Frequently Asked Questions

Why isn't my proxy working for HTTPS sites?
Most commonly, you've configured the proxy for HTTP only and your tool is failing to use CONNECT for HTTPS. In Python requests, make sure you've set both the 'http' and 'https' keys in the proxies dict, both pointing to the same HTTP proxy URL. In cURL, no special config is needed — the same -x flag handles both. If the proxy itself doesn't support HTTPS CONNECT (rare but possible for some locked-down free proxies), the only fix is to use a different proxy.
Do I need a different proxy for each request?
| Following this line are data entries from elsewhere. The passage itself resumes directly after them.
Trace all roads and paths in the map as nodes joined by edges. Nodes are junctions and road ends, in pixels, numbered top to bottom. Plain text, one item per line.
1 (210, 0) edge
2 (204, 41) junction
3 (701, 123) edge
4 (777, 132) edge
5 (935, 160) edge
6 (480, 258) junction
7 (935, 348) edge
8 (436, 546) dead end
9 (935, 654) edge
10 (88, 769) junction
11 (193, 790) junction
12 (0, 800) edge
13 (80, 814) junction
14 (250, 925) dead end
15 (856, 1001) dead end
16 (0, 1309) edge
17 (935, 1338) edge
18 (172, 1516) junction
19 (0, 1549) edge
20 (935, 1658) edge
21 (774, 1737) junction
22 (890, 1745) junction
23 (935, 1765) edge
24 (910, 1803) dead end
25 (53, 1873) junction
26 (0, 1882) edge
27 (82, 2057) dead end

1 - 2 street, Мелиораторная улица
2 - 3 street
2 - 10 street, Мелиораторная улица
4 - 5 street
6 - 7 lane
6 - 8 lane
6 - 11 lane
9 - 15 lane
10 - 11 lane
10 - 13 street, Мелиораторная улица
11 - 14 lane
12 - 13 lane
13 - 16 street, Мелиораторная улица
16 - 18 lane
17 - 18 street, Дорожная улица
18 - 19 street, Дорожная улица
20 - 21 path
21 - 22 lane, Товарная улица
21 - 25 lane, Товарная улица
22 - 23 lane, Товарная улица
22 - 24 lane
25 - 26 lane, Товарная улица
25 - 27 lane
For most use cases, no. You can reuse the same proxy for multiple requests, and connection pooling (Keep-Alive) will make sequential requests faster. Rotate proxies when (a) a site rate-limits by IP and you want to avoid hitting the limit, (b) a proxy fails, or (c) you're spreading high-volume scraping across IPs to reduce the chance any single IP gets blocked. For low-volume scraping from a single site with no rate limits, one proxy for the whole job is fine.
Can I use a free proxy for web scraping production workloads?
Technically yes, practically no. Free proxies have 30-60% failure rates and unpredictable latency, so any production scraper using them needs retry logic, timeout tuning, and pool rotation to achieve acceptable throughput. At that point, the engineering effort to keep free proxies working exceeds the cost of paid proxies. Free proxies are fine for prototypes, one-off scrapes, and hobby projects. For anything you depend on, pay for proxies — residential proxies start around $1-2/GB and eliminate the reliability problem.
How do I handle authentication with a proxy in HTTP clients?
Embed credentials in the proxy URL: http://user:pass@host:port. Most clients (requests, axios, Puppeteer via page.authenticate, Playwright via the proxy.username/password options) support this transparently. If a client rejects the embedded format, check its documentation for a separate credentials parameter — it's almost always supported somewhere. Free proxies generally don't require authentication; the URL format matters mostly for paid proxy services.
What's the fastest way to test whether a free proxy works?
Hit httpbin.org/ip through it with a short timeout: 'curl --max-time 5 -x http://IP:PORT https://httpbin.org/ip'. If the response contains the proxy's IP (not yours), the proxy works. If it times out or returns an error, skip it. For batch testing 100 proxies, run this in parallel with xargs or GNU parallel — you'll have a filtered working list in seconds.
Should I use HTTP or SOCKS5 for free proxies?
HTTP. Free proxies are overwhelmingly HTTP — SOCKS5 availability on public lists is rare and often mislabeled. More importantly, your tools are probably better set up for HTTP. Switch to SOCKS5 only if you specifically need its capabilities (non-HTTP protocols, UDP, remote DNS resolution for leak prevention). For standard web scraping or casual browsing, stick with HTTP proxies.